Collected data:
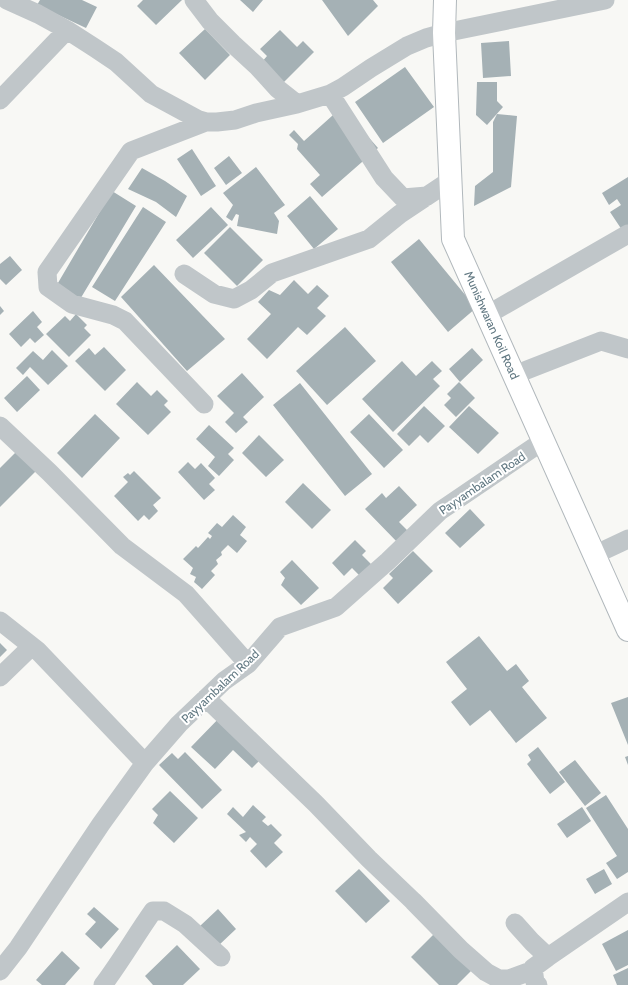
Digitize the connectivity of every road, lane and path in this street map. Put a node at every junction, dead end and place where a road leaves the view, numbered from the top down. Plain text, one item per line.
1 (7, 0) edge
2 (194, 0) edge
3 (430, 0) edge
4 (445, 0) edge
5 (605, 0) edge
6 (67, 30) junction
7 (444, 33) junction
8 (330, 94) junction
9 (0, 100) edge
10 (297, 104) junction
11 (206, 122) junction
12 (451, 180) junction
13 (427, 196) junction
14 (628, 234) edge
15 (184, 274) dead end
16 (487, 315) junction
17 (628, 349) edge
18 (514, 375) junction
19 (204, 404) dead end
20 (0, 426) edge
21 (543, 441) junction
22 (628, 539) edge
23 (594, 555) junction
24 (0, 620) edge
25 (628, 630) edge
26 (32, 646) junction
27 (248, 664) junction
28 (0, 677) edge
29 (206, 698) junction
30 (145, 763) junction
31 (628, 902) edge
32 (515, 923) dead end
33 (221, 957) dead end
34 (548, 957) junction
35 (0, 971) edge
36 (535, 976) edge
37 (103, 985) edge

1 - 6 street
2 - 10 street
3 - 7 main road
4 - 7 main road, Munishwaran Koil Road
5 - 7 street
6 - 9 street
6 - 11 street
7 - 8 street
7 - 12 main road, Munishwaran Koil Road
8 - 10 street
8 - 13 street
10 - 11 street
11 - 19 street
12 - 13 street
12 - 16 main road, Munishwaran Koil Road
13 - 15 street
14 - 16 street
16 - 18 main road, Munishwaran Koil Road
17 - 18 street
18 - 21 main road, Munishwaran Koil Road
20 - 27 street
21 - 23 main road, Munishwaran Koil Road
21 - 27 street, Payyambalam Road
22 - 23 street
23 - 25 main road, Munishwaran Koil Road
24 - 26 street
26 - 28 street
26 - 30 street
27 - 29 street, Payyambalam Road
29 - 30 street, Payyambalam Road
29 - 36 street
30 - 35 street, Payyambalam Road
31 - 34 street
32 - 34 street
33 - 37 street
34 - 36 street

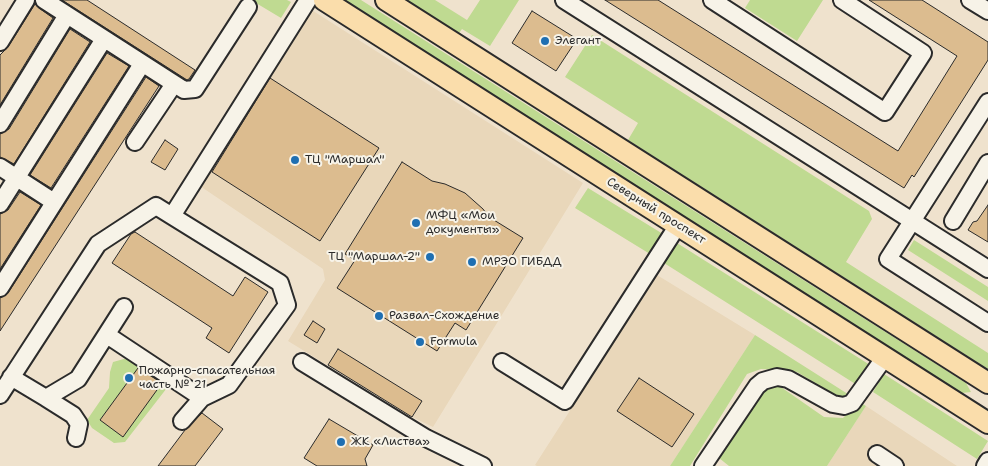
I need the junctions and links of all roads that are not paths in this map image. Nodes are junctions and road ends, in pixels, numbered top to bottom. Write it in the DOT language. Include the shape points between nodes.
graph roads {
  1 [pos="26,0"];
  2 [pos="44,0"];
  3 [pos="308,0"];
  4 [pos="324,0"];
  5 [pos="386,0"];
  6 [pos="564,0"];
  7 [pos="712,0"];
  8 [pos="842,0"];
  9 [pos="970,0"];
  10 [pos="248,7"];
  11 [pos="988,10"];
  12 [pos="68,15"];
  13 [pos="104,39"];
  14 [pos="0,42"];
  15 [pos="142,64"];
  16 [pos="174,84"];
  17 [pos="988,102"];
  18 [pos="0,124"];
  19 [pos="135,142"];
  20 [pos="988,163"];
  21 [pos="0,167"];
  22 [pos="16,178"];
  23 [pos="54,202"];
  24 [pos="0,204"];
  25 [pos="172,216"];
  26 [pos="911,220"];
  27 [pos="953,221"];
  28 [pos="678,225"];
  29 [pos="988,269"];
  30 [pos="0,288"];
  31 [pos="124,307"];
  32 [pos="988,323"];
  33 [pos="107,335"];
  34 [pos="885,357"];
  35 [pos="302,362"];
  36 [pos="502,362"];
  37 [pos="11,377"];
  38 [pos="988,383"];
  39 [pos="0,395"];
  40 [pos="46,398"];
  41 [pos="202,398"];
  42 [pos="986,419"];
  43 [pos="182,421"];
  44 [pos="76,438"];
  45 [pos="877,454"];
  46 [pos="988,461"];
  47 [pos="483,466"];
  48 [pos="703,466"];
  49 [pos="895,466"];
  50 [pos="985,466"];
  1 -- 14 [label="street"];
  2 -- 12 [label="street"];
  3 -- 25 [label="street"];
  4 -- 28 [label="main road, Северный проспект"];
  5 -- 38 [label="main road"];
  6 -- 26 [label="street"];
  7 -- 8 [label="street" via="885,112 923,53"];
  9 -- 11 [label="street"];
  10 -- 16 [label="street" via="194,89 184,90"];
  12 -- 13 [label="street"];
  12 -- 18 [label="street"];
  13 -- 15 [label="street"];
  13 -- 22 [label="street"];
  15 -- 16 [label="street"];
  15 -- 23 [label="street"];
  16 -- 19 [label="street"];
  17 -- 26 [label="street"];
  20 -- 27 [label="street"];
  21 -- 22 [label="street"];
  22 -- 23 [label="street"];
  22 -- 24 [label="street"];
  23 -- 30 [label="street"];
  25 -- 37 [label="street" via="156,206 98,244"];
  25 -- 41 [label="street" via="280,284 287,305 229,385"];
  26 -- 29 [label="street"];
  26 -- 32 [label="street" via="888,259"];
  28 -- 34 [label="main road, Северный проспект"];
  28 -- 36 [label="street" via="566,401"];
  31 -- 33 [label="street"];
  33 -- 40 [label="street" via="78,379"];
  33 -- 41 [label="street"];
  34 -- 42 [label="main road, Северный проспект"];
  34 -- 48 [label="street" via="852,403 844,406 833,404 788,379 763,382 757,386"];
  35 -- 47 [label="street" via="426,438"];
  37 -- 39 [label="street"];
  37 -- 40 [label="street"];
  40 -- 44 [label="street" via="74,415 79,424"];
  41 -- 43 [label="street"];
  45 -- 49 [label="street"];
  46 -- 50 [label="street"];
}
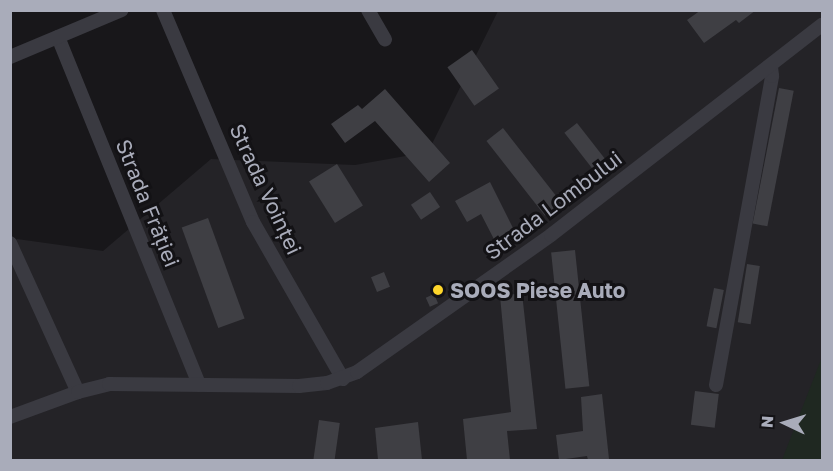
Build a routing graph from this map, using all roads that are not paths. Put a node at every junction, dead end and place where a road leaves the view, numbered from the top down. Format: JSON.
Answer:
{"nodes":[{"id":1,"x":122,"y":10,"type":"edge"},
{"id":2,"x":163,"y":10,"type":"edge"},
{"id":3,"x":368,"y":10,"type":"edge"},
{"id":4,"x":822,"y":26,"type":"edge"},
{"id":5,"x":58,"y":37,"type":"junction"},
{"id":6,"x":385,"y":40,"type":"dead end"},
{"id":7,"x":10,"y":57,"type":"edge"},
{"id":8,"x":771,"y":66,"type":"junction"},
{"id":9,"x":10,"y":243,"type":"edge"},
{"id":10,"x":343,"y":379,"type":"junction"},
{"id":11,"x":199,"y":384,"type":"junction"},
{"id":12,"x":717,"y":385,"type":"dead end"},
{"id":13,"x":78,"y":392,"type":"junction"},
{"id":14,"x":10,"y":417,"type":"edge"}],
"edges":[{"from":1,"to":5,"type":"street"},
{"from":2,"to":10,"type":"street","name":"Strada Voinței"},
{"from":3,"to":6,"type":"street"},
{"from":4,"to":8,"type":"street","name":"Strada Lombului"},
{"from":5,"to":7,"type":"street"},
{"from":5,"to":11,"type":"street","name":"Strada Frăției"},
{"from":8,"to":10,"type":"street","name":"Strada Lombului"},
{"from":8,"to":12,"type":"street"},
{"from":9,"to":13,"type":"street"},
{"from":10,"to":11,"type":"street","name":"Strada Lombului"},
{"from":11,"to":13,"type":"street","name":"Strada Lombului"},
{"from":13,"to":14,"type":"street","name":"Strada Lombului"}]}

▶ _Assigned task_: Although the records include pictures, the copy should reproduce every line exactly and none of the pictures.

▶ _Your response_:
Digitize the connectivity of every road, lane and path in this street map. Put a node at every junction, dead end and place where a road leaves the view, numbered from the top down. Plain text, one item per line.
1 (7, 0) edge
2 (194, 0) edge
3 (430, 0) edge
4 (445, 0) edge
5 (605, 0) edge
6 (67, 30) junction
7 (444, 33) junction
8 (330, 94) junction
9 (0, 100) edge
10 (297, 104) junction
11 (206, 122) junction
12 (451, 180) junction
13 (427, 196) junction
14 (628, 234) edge
15 (184, 274) dead end
16 (487, 315) junction
17 (628, 349) edge
18 (514, 375) junction
19 (204, 404) dead end
20 (0, 426) edge
21 (543, 441) junction
22 (628, 539) edge
23 (594, 555) junction
24 (0, 620) edge
25 (628, 630) edge
26 (32, 646) junction
27 (248, 664) junction
28 (0, 677) edge
29 (206, 698) junction
30 (145, 763) junction
31 (628, 902) edge
32 (515, 923) dead end
33 (221, 957) dead end
34 (548, 957) junction
35 (0, 971) edge
36 (535, 976) edge
37 (103, 985) edge

1 - 6 street
2 - 10 street
3 - 7 main road
4 - 7 main road, Munishwaran Koil Road
5 - 7 street
6 - 9 street
6 - 11 street
7 - 8 street
7 - 12 main road, Munishwaran Koil Road
8 - 10 street
8 - 13 street
10 - 11 street
11 - 19 street
12 - 13 street
12 - 16 main road, Munishwaran Koil Road
13 - 15 street
14 - 16 street
16 - 18 main road, Munishwaran Koil Road
17 - 18 street
18 - 21 main road, Munishwaran Koil Road
20 - 27 street
21 - 23 main road, Munishwaran Koil Road
21 - 27 street, Payyambalam Road
22 - 23 street
23 - 25 main road, Munishwaran Koil Road
24 - 26 street
26 - 28 street
26 - 30 street
27 - 29 street, Payyambalam Road
29 - 30 street, Payyambalam Road
29 - 36 street
30 - 35 street, Payyambalam Road
31 - 34 street
32 - 34 street
33 - 37 street
34 - 36 street

I need the junctions and links of all roads that are not paths in this map image. Nodes are junctions and road ends, in pixels, numbered top to bottom. Write it in the DOT language. Include the shape points between nodes.
graph roads {
  1 [pos="26,0"];
  2 [pos="44,0"];
  3 [pos="308,0"];
  4 [pos="324,0"];
  5 [pos="386,0"];
  6 [pos="564,0"];
  7 [pos="712,0"];
  8 [pos="842,0"];
  9 [pos="970,0"];
  10 [pos="248,7"];
  11 [pos="988,10"];
  12 [pos="68,15"];
  13 [pos="104,39"];
  14 [pos="0,42"];
  15 [pos="142,64"];
  16 [pos="174,84"];
  17 [pos="988,102"];
  18 [pos="0,124"];
  19 [pos="135,142"];
  20 [pos="988,163"];
  21 [pos="0,167"];
  22 [pos="16,178"];
  23 [pos="54,202"];
  24 [pos="0,204"];
  25 [pos="172,216"];
  26 [pos="911,220"];
  27 [pos="953,221"];
  28 [pos="678,225"];
  29 [pos="988,269"];
  30 [pos="0,288"];
  31 [pos="124,307"];
  32 [pos="988,323"];
  33 [pos="107,335"];
  34 [pos="885,357"];
  35 [pos="302,362"];
  36 [pos="502,362"];
  37 [pos="11,377"];
  38 [pos="988,383"];
  39 [pos="0,395"];
  40 [pos="46,398"];
  41 [pos="202,398"];
  42 [pos="986,419"];
  43 [pos="182,421"];
  44 [pos="76,438"];
  45 [pos="877,454"];
  46 [pos="988,461"];
  47 [pos="483,466"];
  48 [pos="703,466"];
  49 [pos="895,466"];
  50 [pos="985,466"];
  1 -- 14 [label="street"];
  2 -- 12 [label="street"];
  3 -- 25 [label="street"];
  4 -- 28 [label="main road, Северный проспект"];
  5 -- 38 [label="main road"];
  6 -- 26 [label="street"];
  7 -- 8 [label="street" via="885,112 923,53"];
  9 -- 11 [label="street"];
  10 -- 16 [label="street" via="194,89 184,90"];
  12 -- 13 [label="street"];
  12 -- 18 [label="street"];
  13 -- 15 [label="street"];
  13 -- 22 [label="street"];
  15 -- 16 [label="street"];
  15 -- 23 [label="street"];
  16 -- 19 [label="street"];
  17 -- 26 [label="street"];
  20 -- 27 [label="street"];
  21 -- 22 [label="street"];
  22 -- 23 [label="street"];
  22 -- 24 [label="street"];
  23 -- 30 [label="street"];
  25 -- 37 [label="street" via="156,206 98,244"];
  25 -- 41 [label="street" via="280,284 287,305 229,385"];
  26 -- 29 [label="street"];
  26 -- 32 [label="street" via="888,259"];
  28 -- 34 [label="main road, Северный проспект"];
  28 -- 36 [label="street" via="566,401"];
  31 -- 33 [label="street"];
  33 -- 40 [label="street" via="78,379"];
  33 -- 41 [label="street"];
  34 -- 42 [label="main road, Северный проспект"];
  34 -- 48 [label="street" via="852,403 844,406 833,404 788,379 763,382 757,386"];
  35 -- 47 [label="street" via="426,438"];
  37 -- 39 [label="street"];
  37 -- 40 [label="street"];
  40 -- 44 [label="street" via="74,415 79,424"];
  41 -- 43 [label="street"];
  45 -- 49 [label="street"];
  46 -- 50 [label="street"];
}
Build a routing graph from this map, using all roads that are not paths. Put a node at every junction, dead end and place where a road leaves the view, numbered from the top down. Format: JSON.
Answer:
{"nodes":[{"id":1,"x":122,"y":10,"type":"edge"},
{"id":2,"x":163,"y":10,"type":"edge"},
{"id":3,"x":368,"y":10,"type":"edge"},
{"id":4,"x":822,"y":26,"type":"edge"},
{"id":5,"x":58,"y":37,"type":"junction"},
{"id":6,"x":385,"y":40,"type":"dead end"},
{"id":7,"x":10,"y":57,"type":"edge"},
{"id":8,"x":771,"y":66,"type":"junction"},
{"id":9,"x":10,"y":243,"type":"edge"},
{"id":10,"x":343,"y":379,"type":"junction"},
{"id":11,"x":199,"y":384,"type":"junction"},
{"id":12,"x":717,"y":385,"type":"dead end"},
{"id":13,"x":78,"y":392,"type":"junction"},
{"id":14,"x":10,"y":417,"type":"edge"}],
"edges":[{"from":1,"to":5,"type":"street"},
{"from":2,"to":10,"type":"street","name":"Strada Voinței"},
{"from":3,"to":6,"type":"street"},
{"from":4,"to":8,"type":"street","name":"Strada Lombului"},
{"from":5,"to":7,"type":"street"},
{"from":5,"to":11,"type":"street","name":"Strada Frăției"},
{"from":8,"to":10,"type":"street","name":"Strada Lombului"},
{"from":8,"to":12,"type":"street"},
{"from":9,"to":13,"type":"street"},
{"from":10,"to":11,"type":"street","name":"Strada Lombului"},
{"from":11,"to":13,"type":"street","name":"Strada Lombului"},
{"from":13,"to":14,"type":"street","name":"Strada Lombului"}]}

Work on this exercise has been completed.